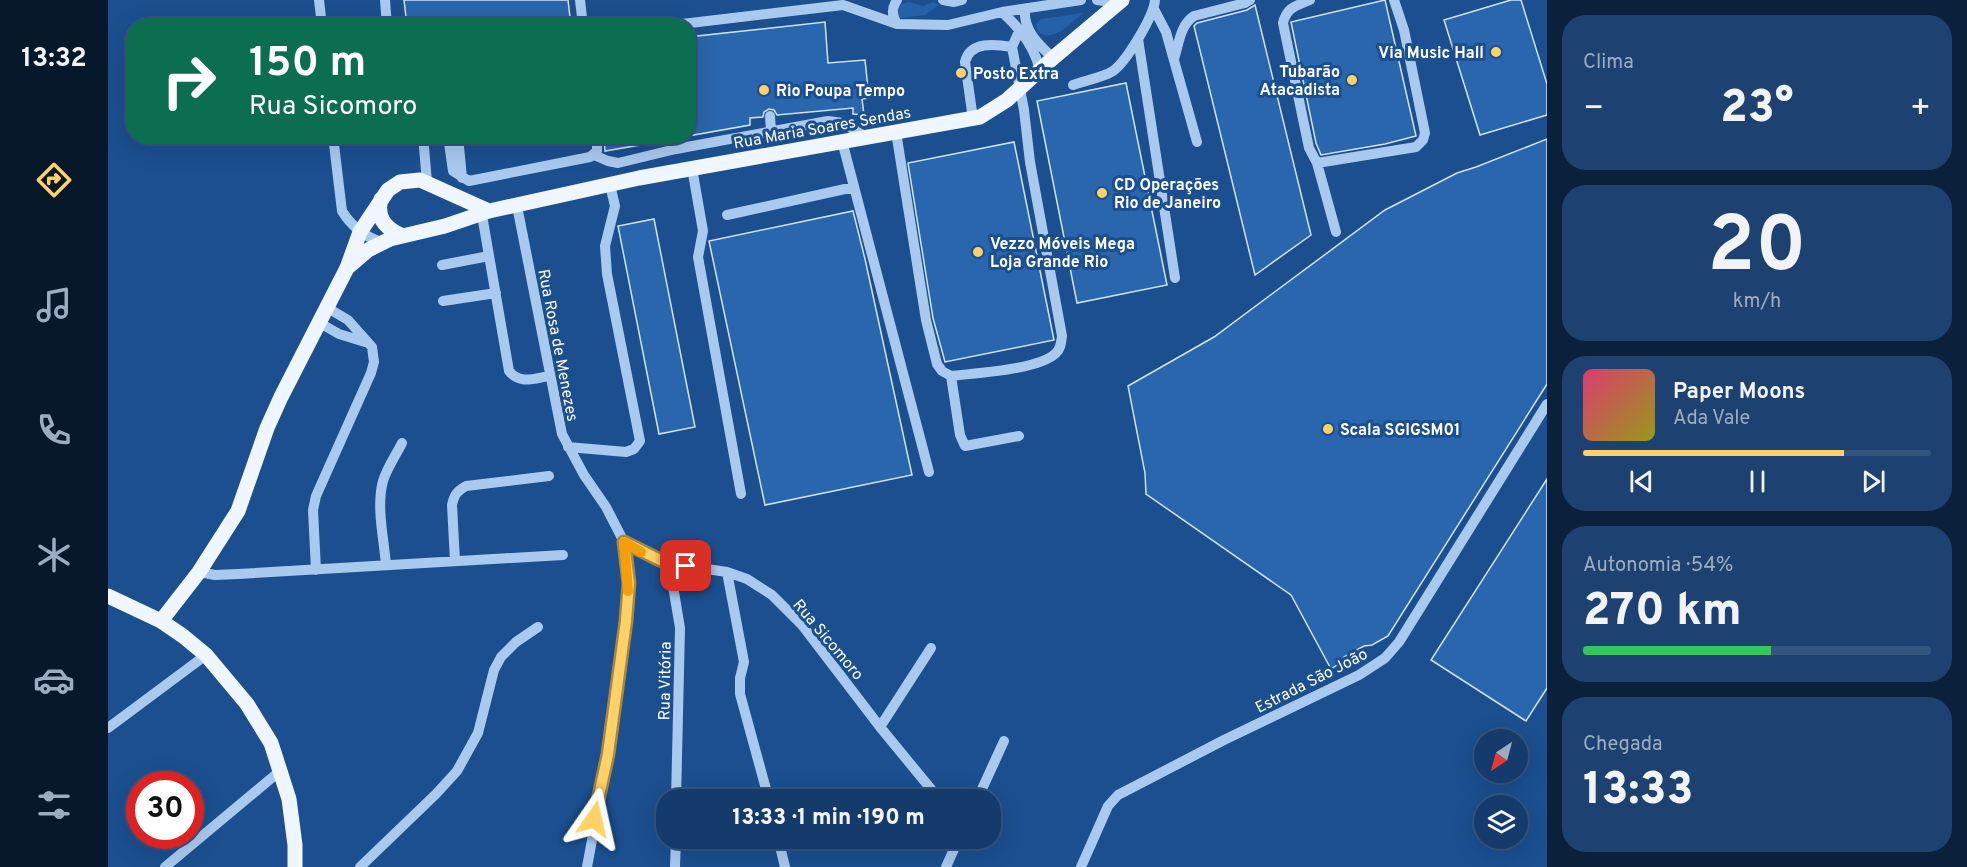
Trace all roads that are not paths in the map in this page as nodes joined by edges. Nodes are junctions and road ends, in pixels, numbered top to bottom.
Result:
1 (319, 0) edge
2 (385, 0) edge
3 (580, 0) edge
4 (858, 0) edge
5 (897, 0) edge
6 (943, 0) edge
7 (962, 0) edge
8 (1081, 0) edge
9 (1097, 0) edge
10 (1250, 0) edge
11 (1310, 0) edge
12 (1394, 0) edge
13 (1120, 1) edge
14 (1154, 4) edge
15 (843, 5) junction
16 (1025, 9) junction
17 (1002, 12) junction
18 (321, 18) edge
19 (386, 18) edge
20 (582, 18) edge
21 (696, 22) edge
22 (897, 24) junction
23 (1020, 29) junction
24 (1138, 39) junction
25 (1012, 47) junction
26 (1053, 58) junction
27 (1174, 61) junction
28 (1040, 70) junction
29 (1073, 85) dead end
30 (1020, 89) junction
31 (770, 116) dead end
32 (973, 119) junction
33 (771, 131) junction
34 (896, 132) junction
35 (866, 137) junction
36 (842, 141) junction
37 (1197, 142) dead end
38 (334, 144) edge
39 (424, 144) edge
40 (449, 144) edge
41 (459, 144) edge
42 (598, 144) edge
43 (594, 155) junction
44 (1317, 163) junction
45 (692, 168) junction
46 (462, 178) junction
47 (427, 182) junction
48 (610, 185) junction
49 (854, 187) junction
50 (445, 190) junction
51 (381, 199) junction
52 (517, 206) junction
53 (485, 213) junction
54 (727, 215) dead end
55 (445, 226) junction
56 (360, 232) junction
57 (1336, 232) dead end
58 (401, 235) junction
59 (382, 243) junction
60 (489, 256) junction
61 (442, 265) dead end
62 (347, 268) junction
63 (1175, 278) dead end
64 (496, 293) junction
65 (443, 301) dead end
66 (326, 307) junction
67 (318, 322) junction
68 (366, 342) junction
69 (549, 376) junction
70 (951, 376) junction
71 (1547, 404) edge
72 (1019, 436) dead end
73 (402, 443) dead end
74 (568, 447) junction
75 (929, 472) dead end
76 (549, 476) dead end
77 (741, 494) dead end
78 (624, 542) junction
79 (563, 555) dead end
80 (455, 561) junction
81 (666, 563) junction
82 (387, 566) junction
83 (316, 570) junction
84 (199, 572) junction
85 (727, 572) junction
86 (108, 596) edge
87 (161, 621) junction
88 (538, 627) dead end
89 (931, 648) dead end
90 (206, 655) junction
91 (880, 727) junction
92 (108, 728) edge
93 (1004, 741) dead end
94 (280, 771) junction
95 (676, 789) edge
96 (766, 789) edge
97 (931, 789) edge
98 (982, 789) edge
99 (676, 849) edge
100 (781, 849) edge
101 (954, 849) edge
102 (373, 862) edge
103 (165, 867) edge
104 (295, 867) edge
105 (360, 867) edge
106 (587, 867) edge
107 (675, 867) edge
108 (785, 867) edge
109 (946, 867) edge
110 (1081, 867) edge

1 - 18 street
2 - 19 street
3 - 20 street
4 - 15 street
5 - 22 street
6 - 7 street
8 - 16 street
9 - 13 street
10 - 27 street
11 - 44 street
12 - 44 street
13 - 26 main road, Rua Maria Soares Sendas
14 - 24 street
14 - 27 street
15 - 21 street
15 - 22 street
16 - 17 street
16 - 26 street
17 - 22 street
17 - 23 street
23 - 25 street
23 - 28 street
24 - 29 street
24 - 63 street
25 - 30 street
25 - 32 street
26 - 28 main road, Rua Maria Soares Sendas
27 - 37 street
28 - 30 main road, Rua Maria Soares Sendas
30 - 32 main road, Rua Maria Soares Sendas
30 - 70 street
31 - 33 street
32 - 34 main road, Rua Maria Soares Sendas
33 - 35 street
33 - 43 street
34 - 35 main road, Rua Maria Soares Sendas
34 - 70 street
35 - 36 main road, Rua Maria Soares Sendas
36 - 45 main road, Rua Maria Soares Sendas
36 - 49 street
38 - 56 street
39 - 47 street
40 - 46 street
41 - 46 street
42 - 43 street
43 - 46 street
44 - 57 street
45 - 48 main road, Rua Maria Soares Sendas
45 - 77 street
47 - 50 main road, Rua Maria Soares Sendas
47 - 51 main road, Rua Maria Soares Sendas
48 - 52 main road, Rua Maria Soares Sendas
48 - 74 street
49 - 54 street
49 - 75 street
50 - 53 main road, Rua Maria Soares Sendas
50 - 55 main road
51 - 56 main road, Rua Maria Soares Sendas
51 - 58 main road
52 - 53 main road, Rua Maria Soares Sendas
52 - 69 street, Rua Rosa de Menezes
53 - 55 main road, Rua Maria Soares Sendas
53 - 60 street
55 - 58 main road, Rua Maria Soares Sendas
56 - 59 street
56 - 62 main road, Rua Maria Soares Sendas
58 - 59 main road, Rua Maria Soares Sendas
59 - 62 main road, Rua Maria Soares Sendas
60 - 61 street
60 - 64 street
62 - 66 main road, Rua Maria Soares Sendas
64 - 65 street
64 - 69 street
66 - 67 main road, Rua Maria Soares Sendas
66 - 68 street
67 - 68 street
67 - 84 main road, Rua Maria Soares Sendas
68 - 83 street
69 - 74 street, Rua Rosa de Menezes
70 - 72 street
71 - 110 street, Estrada São João
73 - 82 street
74 - 78 street, Rua Rosa de Menezes
76 - 80 street
78 - 81 street, Rua Sicomoro
78 - 106 street, Rua Rosa de Menezes
79 - 80 street
80 - 82 street
81 - 85 street, Rua Sicomoro
81 - 95 street, Rua Vitória
82 - 83 street
83 - 84 street
84 - 87 main road, Rua Maria Soares Sendas
85 - 91 street, Rua Sicomoro
85 - 96 street
86 - 87 main road
87 - 90 main road
88 - 102 street
89 - 91 street
90 - 92 street
90 - 94 main road
91 - 97 street, Rua Sicomoro
93 - 98 street
94 - 103 street
94 - 104 main road
99 - 107 street
100 - 108 street
101 - 109 street
102 - 105 street

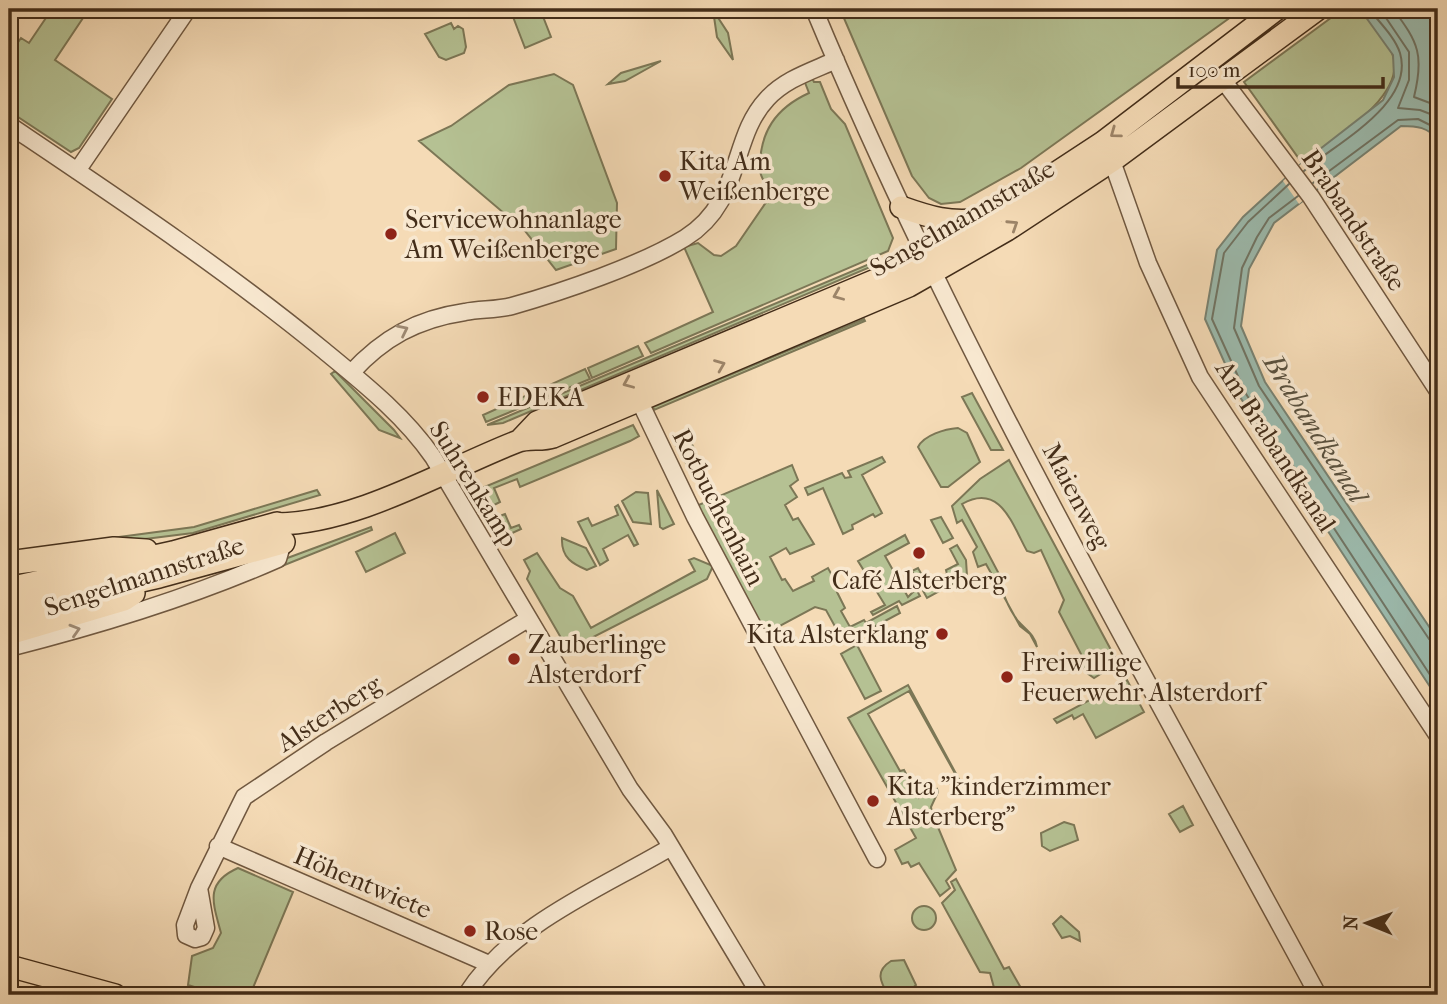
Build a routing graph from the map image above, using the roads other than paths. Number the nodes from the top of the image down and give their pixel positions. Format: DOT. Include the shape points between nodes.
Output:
graph roads {
  1 [pos="188,9"];
  2 [pos="814,9"];
  3 [pos="1277,9"];
  4 [pos="1318,9"];
  5 [pos="836,60"];
  6 [pos="1223,80"];
  7 [pos="9,125"];
  8 [pos="1112,161"];
  9 [pos="77,171"];
  10 [pos="901,206"];
  11 [pos="986,218"];
  12 [pos="928,265"];
  13 [pos="351,373"];
  14 [pos="1438,391"];
  15 [pos="638,398"];
  16 [pos="520,440"];
  17 [pos="442,473"];
  18 [pos="280,533"];
  19 [pos="173,553"];
  20 [pos="9,563"];
  21 [pos="159,576"];
  22 [pos="9,589"];
  23 [pos="9,610"];
  24 [pos="528,619"];
  25 [pos="9,633"];
  26 [pos="9,648"];
  27 [pos="1438,737"];
  28 [pos="218,846"];
  29 [pos="671,847"];
  30 [pos="877,859"];
  31 [pos="199,888"];
  32 [pos="489,964"];
  33 [pos="9,966"];
  34 [pos="115,995"];
  35 [pos="466,995"];
  36 [pos="760,995"];
  37 [pos="1318,995"];
  1 -- 9 [label="street"];
  2 -- 5 [label="street, Maienweg"];
  3 -- 11 [label="main road, Sengelmannstraße, one-way" via="1148,110"];
  4 -- 6 [label="main road, Sengelmannstraße"];
  5 -- 10 [label="street, Maienweg"];
  13 -- 5 [label="street, one-way" via="386,340 418,323 509,307 687,237 715,209 731,182 753,118 768,98 783,84"];
  6 -- 8 [label="main road, Sengelmannstraße"];
  6 -- 14 [label="street, Brabandstraße" via="1292,169"];
  7 -- 9 [label="street, Suhrenkamp"];
  12 -- 8 [label="main road, Sengelmannstraße, one-way" via="1007,230"];
  8 -- 27 [label="street, Am Brabandkanal" via="1148,263 1200,377"];
  9 -- 13 [label="street, Suhrenkamp" via="236,281"];
  10 -- 11 [label="main road" via="937,220"];
  10 -- 12 [label="street, Maienweg"];
  11 -- 12 [label="main road, Sengelmannstraße"];
  15 -- 12 [label="main road, Sengelmannstraße, one-way" via="903,289"];
  12 -- 16 [label="main road, Sengelmannstraße, one-way" via="877,279 537,422"];
  12 -- 37 [label="street, Maienweg"];
  13 -- 17 [label="street, Suhrenkamp" via="415,432"];
  15 -- 16 [label="main road, Sengelmannstraße" via="545,439"];
  15 -- 30 [label="street, Rotbuchenhain" via="682,492"];
  16 -- 17 [label="main road, Sengelmannstraße"];
  17 -- 18 [label="main road, Sengelmannstraße"];
  17 -- 24 [label="street, Suhrenkamp"];
  18 -- 19 [label="highway, Sengelmannstraße"];
  18 -- 21 [label="highway, Sengelmannstraße"];
  26 -- 18 [label="street, Sengelmannstraße, one-way" via="143,610 254,570 278,559"];
  19 -- 20 [label="highway" via="114,549"];
  19 -- 22 [label="highway, Sengelmannstraße"];
  21 -- 23 [label="highway, Sengelmannstraße"];
  21 -- 25 [label="highway" via="124,599"];
  24 -- 28 [label="street, Alsterberg" via="244,797"];
  24 -- 29 [label="street, Suhrenkamp" via="630,789"];
  28 -- 31 [label="street, Alsterberg"];
  28 -- 32 [label="street, Höhentwiete"];
  29 -- 32 [label="street" via="557,914 502,950"];
  29 -- 36 [label="street, Suhrenkamp"];
  32 -- 35 [label="street"];
  33 -- 34 [label="main road"];
}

## To do
Copy out each line of the entries where the word "Sicomoro" is found.

## Output of the task
78 - 81 street, Rua Sicomoro
81 - 85 street, Rua Sicomoro
85 - 91 street, Rua Sicomoro
91 - 97 street, Rua Sicomoro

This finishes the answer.